Problem to work on: Each line below that includes "مشهد" counts once; report the total and nothing more.

Stored items
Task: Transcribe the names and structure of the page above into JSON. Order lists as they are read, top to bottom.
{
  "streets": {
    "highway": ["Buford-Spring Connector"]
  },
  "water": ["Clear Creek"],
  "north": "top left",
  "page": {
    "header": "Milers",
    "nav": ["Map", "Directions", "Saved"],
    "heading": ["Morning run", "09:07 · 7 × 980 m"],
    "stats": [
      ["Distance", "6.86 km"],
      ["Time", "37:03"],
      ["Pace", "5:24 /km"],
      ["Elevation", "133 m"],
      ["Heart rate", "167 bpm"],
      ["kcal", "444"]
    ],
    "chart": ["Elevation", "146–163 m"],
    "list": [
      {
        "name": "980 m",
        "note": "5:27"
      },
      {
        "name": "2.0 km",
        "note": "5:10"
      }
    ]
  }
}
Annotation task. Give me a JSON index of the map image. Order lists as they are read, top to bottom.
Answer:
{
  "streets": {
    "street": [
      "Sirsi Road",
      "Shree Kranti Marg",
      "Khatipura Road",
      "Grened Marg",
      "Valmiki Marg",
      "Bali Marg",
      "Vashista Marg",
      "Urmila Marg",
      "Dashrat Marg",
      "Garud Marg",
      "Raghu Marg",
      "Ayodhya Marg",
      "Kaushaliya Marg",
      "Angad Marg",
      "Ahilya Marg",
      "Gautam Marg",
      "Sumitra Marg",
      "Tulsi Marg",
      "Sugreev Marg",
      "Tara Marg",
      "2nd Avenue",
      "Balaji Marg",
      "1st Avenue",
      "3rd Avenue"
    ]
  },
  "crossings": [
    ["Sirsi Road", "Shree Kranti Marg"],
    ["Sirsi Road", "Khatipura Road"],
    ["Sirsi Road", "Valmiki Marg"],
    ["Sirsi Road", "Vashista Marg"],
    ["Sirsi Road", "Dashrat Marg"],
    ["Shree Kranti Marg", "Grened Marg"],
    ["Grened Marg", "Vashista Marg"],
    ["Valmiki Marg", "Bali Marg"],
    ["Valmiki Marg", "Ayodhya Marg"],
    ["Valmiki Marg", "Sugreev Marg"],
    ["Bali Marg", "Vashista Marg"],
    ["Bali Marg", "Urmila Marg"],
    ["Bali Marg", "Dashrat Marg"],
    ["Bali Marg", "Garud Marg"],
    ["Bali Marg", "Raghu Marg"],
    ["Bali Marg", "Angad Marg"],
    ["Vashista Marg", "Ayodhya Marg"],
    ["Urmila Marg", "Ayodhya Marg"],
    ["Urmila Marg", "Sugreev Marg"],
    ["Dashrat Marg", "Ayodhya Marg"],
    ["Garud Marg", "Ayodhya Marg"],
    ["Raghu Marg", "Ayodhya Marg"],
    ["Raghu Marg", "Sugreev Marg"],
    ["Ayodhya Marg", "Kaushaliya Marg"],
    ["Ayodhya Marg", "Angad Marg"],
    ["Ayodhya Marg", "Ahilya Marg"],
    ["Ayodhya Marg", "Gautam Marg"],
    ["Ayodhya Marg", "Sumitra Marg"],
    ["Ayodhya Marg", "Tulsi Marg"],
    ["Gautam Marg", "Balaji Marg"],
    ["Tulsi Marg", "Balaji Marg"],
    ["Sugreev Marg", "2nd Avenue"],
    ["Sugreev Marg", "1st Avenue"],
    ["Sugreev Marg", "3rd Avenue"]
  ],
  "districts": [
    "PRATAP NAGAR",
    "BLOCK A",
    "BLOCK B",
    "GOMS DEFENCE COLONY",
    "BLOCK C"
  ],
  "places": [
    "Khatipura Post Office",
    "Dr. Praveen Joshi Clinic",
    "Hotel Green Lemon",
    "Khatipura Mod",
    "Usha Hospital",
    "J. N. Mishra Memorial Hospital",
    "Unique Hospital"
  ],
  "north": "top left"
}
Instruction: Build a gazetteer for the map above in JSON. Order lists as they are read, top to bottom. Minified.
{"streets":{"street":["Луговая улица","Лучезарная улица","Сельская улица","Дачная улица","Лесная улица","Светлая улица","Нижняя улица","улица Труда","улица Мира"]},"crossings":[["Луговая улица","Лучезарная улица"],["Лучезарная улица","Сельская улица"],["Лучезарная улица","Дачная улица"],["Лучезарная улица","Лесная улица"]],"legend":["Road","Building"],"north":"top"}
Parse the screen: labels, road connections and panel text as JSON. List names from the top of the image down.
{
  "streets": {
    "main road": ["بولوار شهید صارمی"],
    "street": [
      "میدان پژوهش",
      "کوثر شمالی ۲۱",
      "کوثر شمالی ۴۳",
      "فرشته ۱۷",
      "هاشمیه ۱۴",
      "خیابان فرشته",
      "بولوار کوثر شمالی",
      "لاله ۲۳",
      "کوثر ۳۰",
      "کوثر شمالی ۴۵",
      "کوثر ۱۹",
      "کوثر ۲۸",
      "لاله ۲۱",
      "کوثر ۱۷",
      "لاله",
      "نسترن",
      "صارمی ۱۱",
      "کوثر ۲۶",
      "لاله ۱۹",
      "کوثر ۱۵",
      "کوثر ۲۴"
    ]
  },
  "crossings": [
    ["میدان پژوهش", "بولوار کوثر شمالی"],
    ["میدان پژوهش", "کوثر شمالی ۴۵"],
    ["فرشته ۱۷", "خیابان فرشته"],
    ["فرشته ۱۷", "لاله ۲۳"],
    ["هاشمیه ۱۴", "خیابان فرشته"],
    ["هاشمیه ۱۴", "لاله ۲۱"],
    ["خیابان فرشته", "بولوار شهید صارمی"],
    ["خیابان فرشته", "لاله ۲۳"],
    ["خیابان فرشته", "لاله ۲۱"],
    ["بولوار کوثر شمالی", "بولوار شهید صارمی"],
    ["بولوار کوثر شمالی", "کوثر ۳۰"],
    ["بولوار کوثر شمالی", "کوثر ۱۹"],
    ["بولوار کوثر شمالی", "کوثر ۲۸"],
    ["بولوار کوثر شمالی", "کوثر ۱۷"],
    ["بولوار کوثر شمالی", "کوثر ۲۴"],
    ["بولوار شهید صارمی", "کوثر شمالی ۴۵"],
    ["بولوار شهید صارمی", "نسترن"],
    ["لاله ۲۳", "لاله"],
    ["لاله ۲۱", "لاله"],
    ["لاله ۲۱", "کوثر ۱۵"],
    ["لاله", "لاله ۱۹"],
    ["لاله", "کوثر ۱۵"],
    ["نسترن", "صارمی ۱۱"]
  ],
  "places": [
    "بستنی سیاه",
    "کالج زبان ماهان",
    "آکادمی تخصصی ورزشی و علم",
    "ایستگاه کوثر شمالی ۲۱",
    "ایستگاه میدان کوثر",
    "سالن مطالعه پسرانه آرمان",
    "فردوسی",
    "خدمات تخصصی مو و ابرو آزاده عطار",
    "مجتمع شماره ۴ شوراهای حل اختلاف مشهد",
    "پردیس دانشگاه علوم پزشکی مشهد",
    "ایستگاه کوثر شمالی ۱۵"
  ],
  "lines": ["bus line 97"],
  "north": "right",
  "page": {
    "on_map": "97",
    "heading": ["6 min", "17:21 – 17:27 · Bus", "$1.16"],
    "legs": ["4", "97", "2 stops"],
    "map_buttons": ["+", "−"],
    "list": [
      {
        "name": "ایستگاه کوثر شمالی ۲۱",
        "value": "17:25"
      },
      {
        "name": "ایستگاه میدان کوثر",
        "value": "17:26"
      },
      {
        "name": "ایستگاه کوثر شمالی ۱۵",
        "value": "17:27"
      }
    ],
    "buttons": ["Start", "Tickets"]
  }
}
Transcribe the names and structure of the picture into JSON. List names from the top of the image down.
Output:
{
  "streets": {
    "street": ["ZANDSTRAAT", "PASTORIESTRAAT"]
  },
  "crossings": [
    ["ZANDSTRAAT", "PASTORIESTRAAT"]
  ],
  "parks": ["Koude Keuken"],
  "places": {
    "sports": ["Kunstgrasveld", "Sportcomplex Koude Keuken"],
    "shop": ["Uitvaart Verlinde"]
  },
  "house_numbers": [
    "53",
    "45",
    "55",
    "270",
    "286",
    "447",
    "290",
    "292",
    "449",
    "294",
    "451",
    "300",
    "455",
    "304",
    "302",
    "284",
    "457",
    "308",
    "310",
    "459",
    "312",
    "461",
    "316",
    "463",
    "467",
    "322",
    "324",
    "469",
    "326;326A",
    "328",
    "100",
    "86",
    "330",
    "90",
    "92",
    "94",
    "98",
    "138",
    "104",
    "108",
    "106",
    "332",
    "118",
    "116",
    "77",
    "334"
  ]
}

Task output: 2